I have a task to transform data from csv file to nested JSON file using python for web usage. I tried the Python code in this article. The desired output would be one member_id
shows one time in the JSON file, same for the tag_name
under one member_id
. The problem is when I tried groupby
with only member_id
, the tag_name
'm1' would show multiple times under 'abc123' for example. If I tried groupby
with both member_id
and tag_name
, 'abc123' would show up two times for tag 'm1' and 'm2'. I've been googling for a while but most resolutions only for one nested(not sure if I use the right term). Please let me know if any possible way to do this.
Sample Code:
import json
import pandas as pd
df = pd.read_csv('../detail.csv', sep=',', header=0
, index_col=False
, dtype = {'member_id':str,'tag_name':str,'detail_name':str,'detail_value':str} )

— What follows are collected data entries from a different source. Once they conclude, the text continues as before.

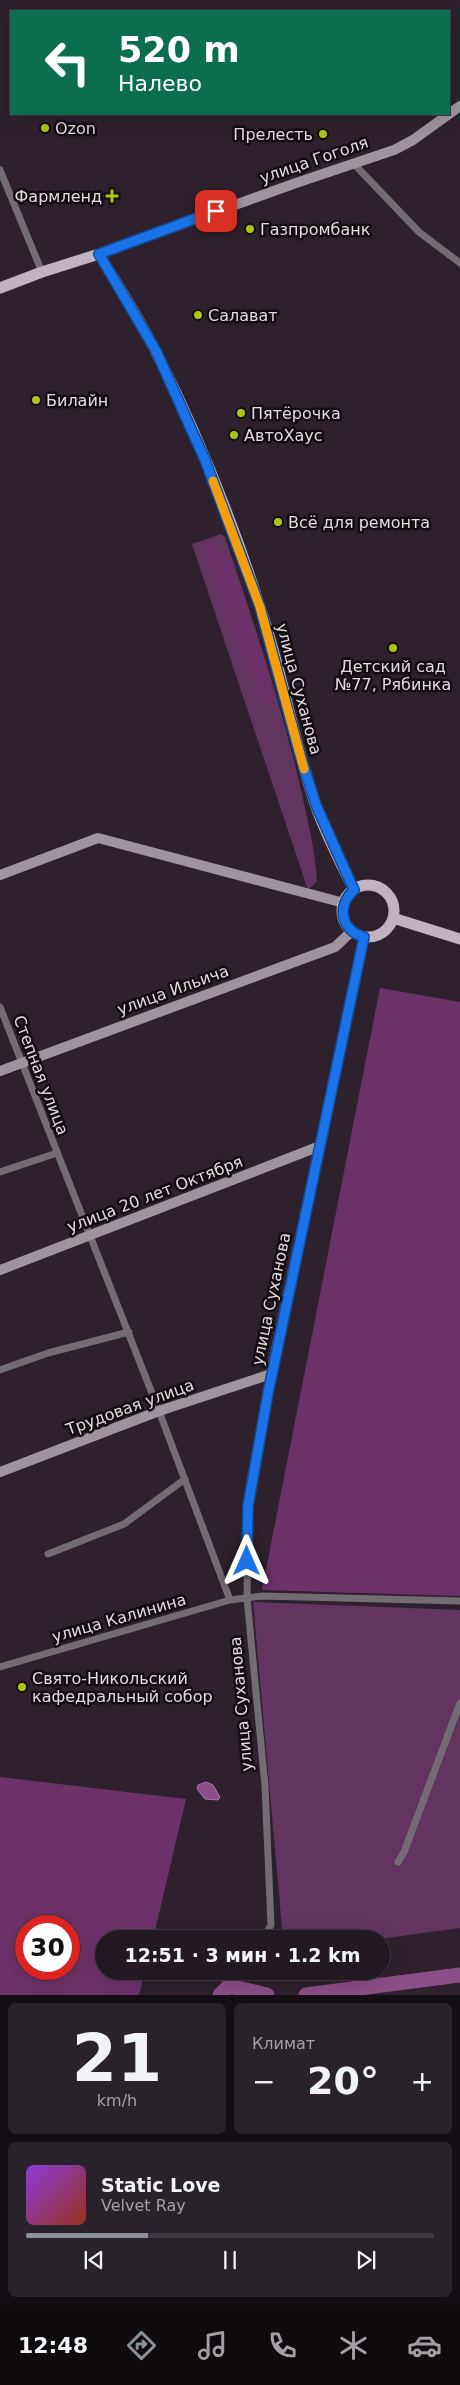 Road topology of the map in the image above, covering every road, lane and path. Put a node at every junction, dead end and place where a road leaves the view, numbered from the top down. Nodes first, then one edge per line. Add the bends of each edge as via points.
1 (448, 115) edge
2 (353, 163) junction
3 (0, 170) edge
4 (99, 254) junction
5 (460, 263) edge
6 (42, 272) junction
7 (0, 288) edge
8 (0, 875) edge
9 (354, 890) junction
10 (344, 903) junction
11 (393, 918) junction
12 (352, 931) junction
13 (364, 937) junction
14 (460, 940) edge
15 (0, 1008) edge
16 (21, 1062) junction
17 (0, 1071) edge
18 (320, 1146) junction
19 (57, 1153) junction
20 (0, 1172) edge
21 (90, 1236) junction
22 (0, 1270) edge
23 (128, 1332) junction
24 (0, 1370) edge
25 (272, 1374) junction
26 (159, 1411) junction
27 (0, 1472) edge
28 (185, 1479) junction
29 (48, 1554) dead end
30 (247, 1598) junction
31 (230, 1600) junction
32 (460, 1600) edge
33 (0, 1667) edge
34 (460, 1703) edge
35 (398, 1862) dead end
36 (269, 1930) edge

1 - 2 main road, улица Гоголя via 394,150
2 - 4 main road, улица Гоголя
2 - 5 street via 419,232
3 - 6 street
4 - 6 main road, улица Гоголя
4 - 9 main road, улица Суханова via 156,351 205,460 260,607 316,805
6 - 7 main road, улица Гоголя
8 - 10 main road via 98,838
9 - 10 main road
9 - 11 main road via 370,885 386,892 394,907
10 - 12 main road via 344,920
11 - 13 main road via 379,935
11 - 14 main road
12 - 13 main road
12 - 16 main road, улица Ильича via 335,947
13 - 18 main road, улица Суханова
15 - 16 street, Степная улица
16 - 17 main road, улица Ильича
16 - 19 street, Степная улица
18 - 21 main road, улица 20 лет Октября
18 - 25 main road, улица Суханова
19 - 20 street, Степная улица
19 - 21 street, Степная улица
21 - 22 main road, улица 20 лет Октября
21 - 23 street, Степная улица
23 - 24 street via 48,1353
23 - 26 street, Степная улица
25 - 26 main road, Трудовая улица
25 - 30 street, улица Суханова via 248,1506
26 - 27 main road, Трудовая улица
26 - 28 street, Степная улица
28 - 29 street via 124,1524
28 - 31 street, Степная улица
30 - 31 street, улица Калинина
30 - 32 street, улица Калинина
30 - 36 street, улица Суханова via 265,1786 271,1926
31 - 33 street, улица Калинина
34 - 35 street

group = df.groupby(['member_id','tag_name'])
finalList, finalDict = [], {}
for key, value in group:
dictionary, dictionary1, dictList, dictList1 = {}, {}, [], []
j = group.get_group(key).reset_index(drop=True)
dictionary['member_id'] = j.at[0,'member_id']
dictionary1['tag_name'] = j.at[0,'tag_name']
for i in j.index:
anotherDict = {}
anotherDict['detail_name'] = j.at[i,'detail_name']
anotherDict['detail_value'] = j.at[i,'detail_value']
dictList1.append(anotherDict.copy())
dictionary1['detail'] = dictList1
dictList.append(dictionary1)
dictionary['tag'] = dictList
finalList.append(dictionary)
json.dumps(finalList,ensure_ascii = False)
detail.csv:
member_id, tag_name, detail_name, detail_value
-------------------------------------------------------
abc123, m1, Service_A, 20
abc123, m1, Service_B, 20
abc123, m2, Service_C, 10
xyz456, m3, Service A, 5
xyz456, m3, Service A, 10
Desired Output JSON:
{ "member_id": "abc123",
"tag":[ {"tag_name": "m1",
"detail":[{ "detail_name": "Service_A",
"detail_value": "20"},
{ "detail_name": "Service_B",
"detail_value": "20"}]},
{"tag_name": "m2",
"detail":[{ "detail_name": "Service_C",
"detail_value": "10"}]}]},
{ "member_id": "xyz456",
"tag":[{"tag_name": "m3",
"detail":[{ "detail_name": "Service_A",
"detail_value": "5"},
{ "detail_name": "Service_A",
"detail_value": "10"}]}]}